* _Task requirements_: Print exactly the lines starting at the one that contains "Extract the road graph of the image: the" and ending at the last line of the listing below.

* _Working data_:
◇ ◇ ◇
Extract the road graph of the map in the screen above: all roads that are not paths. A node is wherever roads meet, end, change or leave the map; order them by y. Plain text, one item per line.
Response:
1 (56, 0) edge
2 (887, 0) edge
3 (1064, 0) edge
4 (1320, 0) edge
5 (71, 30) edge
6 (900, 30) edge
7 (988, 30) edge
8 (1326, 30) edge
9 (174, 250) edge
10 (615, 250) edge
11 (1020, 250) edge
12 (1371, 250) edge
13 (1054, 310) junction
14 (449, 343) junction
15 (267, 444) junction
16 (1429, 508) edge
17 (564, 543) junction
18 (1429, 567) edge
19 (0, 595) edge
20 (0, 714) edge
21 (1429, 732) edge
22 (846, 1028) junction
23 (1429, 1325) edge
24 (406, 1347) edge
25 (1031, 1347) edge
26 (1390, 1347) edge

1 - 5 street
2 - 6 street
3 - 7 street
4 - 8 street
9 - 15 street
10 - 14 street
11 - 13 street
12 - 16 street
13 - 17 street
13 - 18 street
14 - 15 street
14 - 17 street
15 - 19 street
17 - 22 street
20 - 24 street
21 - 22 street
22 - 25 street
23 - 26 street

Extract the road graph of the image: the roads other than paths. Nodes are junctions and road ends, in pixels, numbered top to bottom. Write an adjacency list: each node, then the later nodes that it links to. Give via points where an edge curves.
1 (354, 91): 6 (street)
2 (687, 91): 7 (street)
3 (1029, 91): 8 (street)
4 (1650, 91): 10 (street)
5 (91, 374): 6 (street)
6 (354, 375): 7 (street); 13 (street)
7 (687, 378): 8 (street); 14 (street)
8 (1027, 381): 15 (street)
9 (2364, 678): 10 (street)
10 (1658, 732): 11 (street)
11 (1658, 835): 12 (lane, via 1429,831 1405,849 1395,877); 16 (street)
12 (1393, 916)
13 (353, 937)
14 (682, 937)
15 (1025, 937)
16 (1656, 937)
◇ ◇ ◇
* _Problem solution_:
Extract the road graph of the image: the roads other than paths. Nodes are junctions and road ends, in pixels, numbered top to bottom. Write an adjacency list: each node, then the later nodes that it links to. Give via points where an edge curves.
1 (354, 91): 6 (street)
2 (687, 91): 7 (street)
3 (1029, 91): 8 (street)
4 (1650, 91): 10 (street)
5 (91, 374): 6 (street)
6 (354, 375): 7 (street); 13 (street)
7 (687, 378): 8 (street); 14 (street)
8 (1027, 381): 15 (street)
9 (2364, 678): 10 (street)
10 (1658, 732): 11 (street)
11 (1658, 835): 12 (lane, via 1429,831 1405,849 1395,877); 16 (street)
12 (1393, 916)
13 (353, 937)
14 (682, 937)
15 (1025, 937)
16 (1656, 937)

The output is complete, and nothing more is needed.